Updating the write function to have keys AP and V fixed the problem for me in preview
pdfrw.PdfDict(AP=data_dict[key], V=data_dict[key])

The error is because no appearance stream is associated with the field, but you've created it in a wrong way. You've just assigned and stream to AP dictionary. What you need to do is to assign an indirect Xobject to /N in /AP dictionary; and you need to crate Xobject from scratch.
The code should be something like the following:
from pdfrw import PdfWriter, PdfReader, IndirectPdfDict, PdfName, PdfDict
INVOICE_TEMPLATE_PATH = 'untitled.pdf'
INVOICE_OUTPUT_PATH = 'untitled-output.pdf'
field1value = 'im field_1 value'
template_pdf = PdfReader(INVOICE_TEMPLATE_PATH)
template_pdf.Root.AcroForm.Fields[0].V = field1value
#this depends on page orientation
rct = template_pdf.Root.AcroForm.Fields[0].Rect
hight = round(float(rct[3]) - float(rct[1]),2)
width =(round(float(rct[2]) - float(rct[0]),2)
#create Xobject
xobj = IndirectPdfDict(
BBox = [0, 0, width, hight],
FormType = 1,
Resources = PdfDict(ProcSet = [PdfName.PDF, PdfName.Text]),
Subtype = PdfName.Form,
Type = PdfName.XObject
)
#assign a stream to it
xobj.stream = '''/Tx BMC
BT
/Helvetica 8.0 Tf
1.0 5.0 Td
0 g
(''' + field1value + ''') Tj
ET EMC'''
#put all together
template_pdf.Root.AcroForm.Fields[0].AP = PdfDict(N = xobj)
#output to new file
PdfWriter().write(INVOICE_OUTPUT_PATH, template_pdf)
Note: FYI: /Type, /FormType, /Resorces are optional (/Resources is strongly recomended).

To expand on Sergio's answer above, the following line:
template_pdf.Root.AcroForm.update(pdfrw.PdfDict(NeedAppearances=pdfrw.PdfObject('true')))
Should be put after this line in the example code from OP:
template_pdf = pdfrw.PdfReader(input_pdf_path)

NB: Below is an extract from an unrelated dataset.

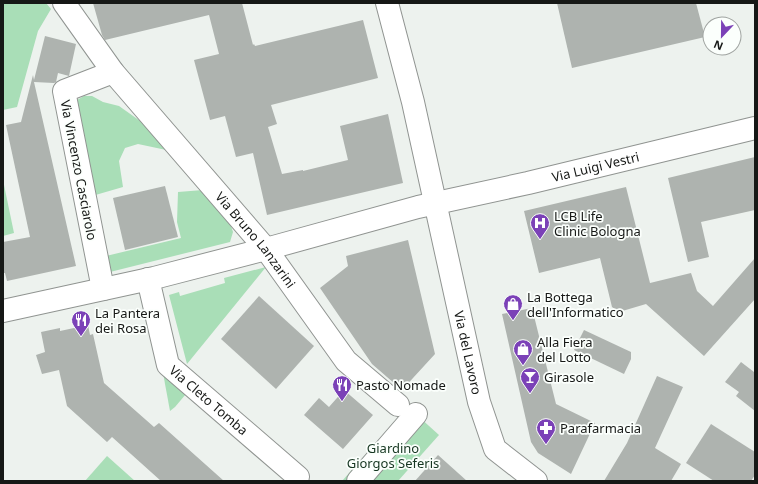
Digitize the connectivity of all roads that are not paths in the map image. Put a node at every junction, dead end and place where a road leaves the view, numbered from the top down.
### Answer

In case someone has dropdown fields on the form you want to populate with data you can use the code below. (Might save someone the hassle I went through)
if key in data_dict.keys():
#see if its a dropdown
if('/I' in annotation.keys()):
#field is a dropdown
#Check if value is in preset list of dropdown, and at what value
if data_dict[key] in annotation['/Opt']:
#Value is in dropdown list,select value from list
annotation.update(pdfrw.PdfDict(I='[{}]'.format(annotation['/Opt'].index(data_dict[key]))))
else:
#Value is not in dropdown list, add as 'free input'
annotation.update(pdfrw.PdfDict(I='{}'.format(None)))
annotation.update(pdfrw.PdfDict(V='{}'.format(data_dict[key])))
else:
#update the textfieldvalue
annotation.update(pdfrw.PdfDict(V='{}'.format(data_dict[key])))
also not that the OP code only works for the first page due to
template_pdf.pages[0]

Related

Extract Text from a word document

I am trying to scrape data from a word document available at:-
https://dl.dropbox.com/s/pj82qrctzkw9137/HE%20Distributors.docx
I need to scrape the Name, Address, City, State, and Email ID. I am able to scrape the E-mail using the below code.
import docx
content = docx.Document('HE Distributors.docx')
location = []
for i in range(len(content.paragraphs)):
stat = content.paragraphs[i].text
if 'Email' in stat:
location.append(i)
for i in location:
print(content.paragraphs[i].text)
I tried to use the steps mentioned:
How to read data from .docx file in python pandas?
I need to convert this into a data frame with all the columns mentioned above.
Still facing issues with the same.
There are some inconsistencies in the document - phone numbers starting with Tel: sometimes, and Tel.: other times, and even Te: once, and I noticed one of the emails is just in the last line for that distributor without the Email: prefix, and the State isn't always in the last line.... Still, for the most part, most of the data can be extracted with regex and/or splits.
The distributors are separated by empty lines, and the names are in a different color - so I defined this function to get the font color of any paragraph from its xml:
# from bs4 import BeautifulSoup
def getParaColor(para):
try:
return BeautifulSoup(
para.paragraph_format.element.xml, 'xml'
).find('color').get('w:val')
except:
return ''
The try...except hasn't been necessary yet, but just in case...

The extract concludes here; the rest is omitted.